The Court of Appeal finds that the EC Reception Directive provides a right to work if an asylum claim is outstanding with the Home Office for more than a year. Time waiting for completion of an appeal does not count, it has to be a Home Office delay. The Court decides that there is nothing in the Directive to suggest that the rule does not apply to later claims for asylum, and that such an application need not have been found by the Home Office to be a ‘fresh claim’ within the meaning of immigration rule 353: a one year delay on a second or subsequent application for asylum is sufficient to trigger the right to work in the Directive.
The case is a follow up to the earlier case of Tekle, covered on the blog back in December 2008. I warned then that this does not automatically mean the right to work for Legacy cases, but as explained below this new case is a little different. The Home Office may pursue an appeal to the House of Lords, and even if they do not their appalling record at implementing judgments they lose suggests a long wait before anyone gets given permission to work in a form that would be accepted by an employer.

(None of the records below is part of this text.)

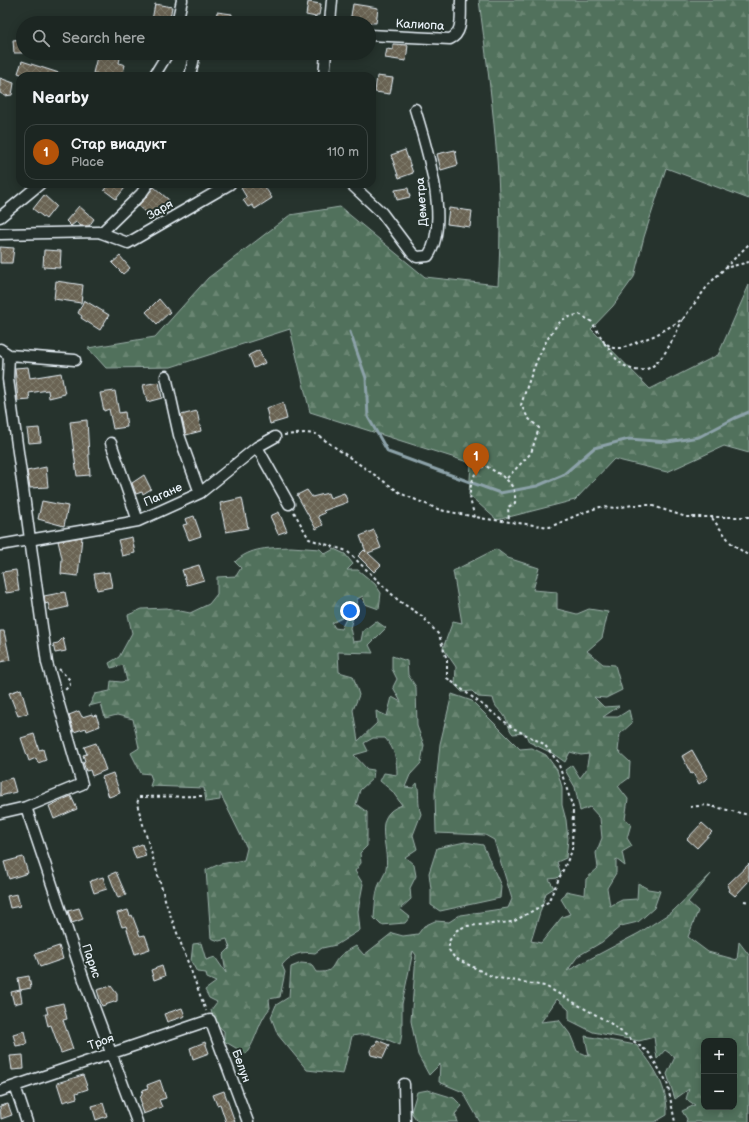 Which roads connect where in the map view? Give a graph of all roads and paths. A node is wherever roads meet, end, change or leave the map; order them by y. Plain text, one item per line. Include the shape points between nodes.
1 (182, 0) edge
2 (332, 0) edge
3 (461, 0) edge
4 (181, 16) edge
5 (331, 16) edge
6 (376, 35) edge
7 (164, 60) edge
8 (193, 60) edge
9 (325, 60) edge
10 (156, 72) edge
11 (191, 72) edge
12 (324, 72) edge
13 (415, 109) dead end
14 (35, 188) edge
15 (145, 188) edge
16 (223, 188) edge
17 (355, 188) edge
18 (0, 217) edge
19 (101, 233) junction
20 (0, 234) edge
21 (749, 244) edge
22 (749, 262) edge
23 (728, 267) junction
24 (683, 319) junction
25 (604, 342) junction
26 (0, 350) edge
27 (10, 355) junction
28 (75, 360) dead end
29 (166, 376) dead end
30 (275, 437) joint
31 (111, 443) dead end
32 (257, 447) junction
33 (507, 478) junction
34 (200, 493) junction
35 (289, 504) joint
36 (475, 517) junction
37 (749, 517) edge
38 (712, 518) junction
39 (138, 521) junction
40 (509, 521) junction
41 (31, 538) junction
42 (0, 544) edge
43 (749, 556) edge
44 (202, 796) dead end
45 (26, 806) junction
46 (690, 807) dead end
47 (0, 813) edge
48 (749, 815) edge
49 (744, 901) dead end
50 (749, 902) edge
51 (210, 1020) junction
52 (112, 1052) junction
53 (404, 1084) dead end
54 (15, 1086) junction
55 (0, 1091) edge
56 (27, 1122) edge
57 (137, 1122) edge
58 (248, 1122) edge
59 (405, 1122) edge
60 (675, 1122) edge

1 - 4 street
2 - 5 street
3 - 6 street, Калиопа via 459,32 455,37 450,39
7 - 10 street
8 - 11 street
9 - 12 street
13 - 17 street, Деметра via 432,165 438,226 428,256 417,257 412,253 382,213
14 - 18 street
15 - 19 street, Заря
16 - 19 street, Заря via 128,243
19 - 20 street, Заря
21 - 23 path
22 - 23 path
23 - 24 path via 710,284
24 - 25 path via 656,335 622,348 613,348
24 - 25 path via 659,361 653,368 643,371 623,364
25 - 33 path via 592,322 579,314 564,319 555,329 537,359 520,405 528,418 539,428 531,453
26 - 27 street
27 - 28 street
27 - 41 street via 8,379
29 - 34 street via 179,435
30 - 32 street, Пагане
30 - 36 path via 306,432 316,434 402,494 440,510
31 - 39 street
32 - 34 street, Пагане
32 - 35 street
33 - 36 path via 486,466 477,469 471,482 469,497
33 - 40 path via 513,488 515,503 508,507
34 - 39 street, Пагане
35 - 60 path via 309,539 347,551 399,601 422,616 438,635 447,660 448,678 513,728 544,744 558,762 573,808 572,852 548,902 514,922 466,926 457,930 449,941 449,950 454,957 493,977 545,986 610,1023 649,1053 666,1082
36 - 40 path
37 - 38 path
38 - 40 path via 686,517 650,506 632,505 617,508 600,507 550,527
38 - 43 path via 731,542
39 - 41 street, Пагане
41 - 42 street, Пагане
41 - 45 street via 47,663 82,784
44 - 51 path via 139,797 137,804 167,906
45 - 47 street
45 - 52 street, Парис via 85,984
46 - 48 path via 706,805
49 - 50 path
51 - 52 street, Троя
51 - 58 street, Белун
52 - 54 street, Троя
52 - 57 street, Парис
53 - 59 street
54 - 55 street, Троя
54 - 56 street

In fact, ZO (Somalia) is now the law unless overturned. It rather appears that anyone who can prove they made an asylum application to the Home Office — including a second or subsequent claim — and has been waiting for over a year for a decision now has the right to work in the UK. This must apply to thousands of people given the atrocious delays at the Home Office and the whole five year Legacy clearance exercise. It is arguable that the right to work is automatically imparted to them by the Reception Directive and European Community law. It is not something that the Home Office can grant or refuse, although the Home Office is obliged to decide the conditions for entry to the labour market. Nevertheless, the practical reality is that any person without a piece of paper from the Home Office to prove they have a right to work will have difficulty persuading an employer to give them a job.
If you are in this position, I’d suggest getting legal advice about your situation.
3 responses
Excerpt from the ZO(somalia) judgement:
Article 11 provides for entitlement to seek employment:
…
3. Access to the labour market shall not be withdrawn during appeals procedures, where an appeal against a negative decision in a regular procedure has suspensive effect, until such time as a negative decision on the appeal is notified.
Is the HO interpretation of the above correct? The HO would take away permission to work from asylum seeker when the normal appeal process is finished (refusal of asylum from HO and then appeals). However, some people applied for ILR under the HO one-off family amnesty and had JR pending at the time when HO took away their work permissions and also some had a HR claim (pre Human Rights Act refusals) pending to be decided by the HO, and their permissions were still taken away. I would see the above applications as related to the asylum claim and those that have suspensive effect?
Also, what’s happening with Tekle case? The HO has not announced their change of policy yet and it’s more than 3 months since the decision now.
I’m not going into your detailed first query, but Article 11 looks fairly clear in this respect. Once an application and appeal is no longer pending, there’s no obligation for permission to work to be continued. As to Tekle, the ZO (Somalia) case IS the Tekle appeal, but with additional parties.